== TASK INSTRUCTIONS ==
Word for word, please restate each record and pass over the pictures.

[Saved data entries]
= Beginning of Section =

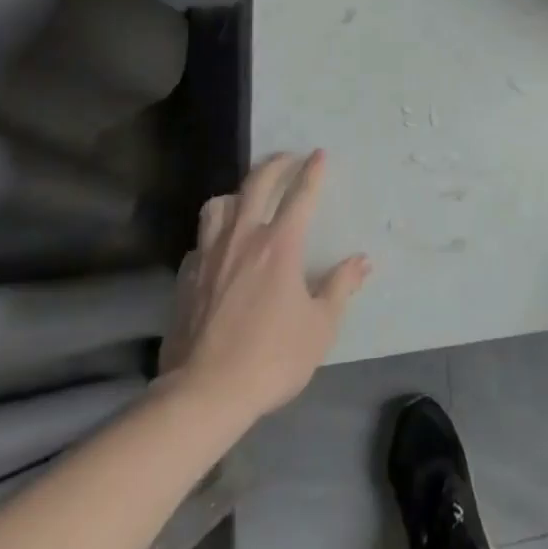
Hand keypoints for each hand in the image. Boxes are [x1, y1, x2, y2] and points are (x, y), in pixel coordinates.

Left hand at [162, 151, 370, 424]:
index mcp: (280, 245)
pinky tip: (218, 250)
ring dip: (235, 195)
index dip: (312, 171)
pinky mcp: (185, 280)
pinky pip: (199, 243)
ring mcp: (209, 257)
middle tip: (287, 158)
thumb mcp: (320, 327)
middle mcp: (243, 239)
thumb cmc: (270, 358)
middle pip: (256, 184)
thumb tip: (362, 261)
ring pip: (217, 206)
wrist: (203, 395)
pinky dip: (212, 238)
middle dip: (275, 165)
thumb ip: (341, 287)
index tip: (319, 153)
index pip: (300, 195)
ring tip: (245, 199)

= End of Section =

== OUTPUT FOR THIS TASK ==
Hand keypoints for each hand in the image. Boxes are [x1, y1, x2, y2] and points are (x, y), in pixel coordinates.

Left hand at [162, 151, 370, 424]:
index mcp: (280, 245)
pinky tip: (218, 250)
ring dip: (235, 195)
index dip: (312, 171)
pinky mcp: (185, 280)
pinky pip: (199, 243)
ring mcp: (209, 257)
middle tip: (287, 158)
thumb mcp: (320, 327)
middle mcp: (243, 239)
thumb cmc: (270, 358)
middle pip: (256, 184)
thumb tip: (362, 261)
ring pip: (217, 206)
wrist: (203, 395)
pinky dip: (212, 238)
middle dip: (275, 165)
thumb ip: (341, 287)
index tip: (319, 153)
index pip: (300, 195)
ring tip: (245, 199)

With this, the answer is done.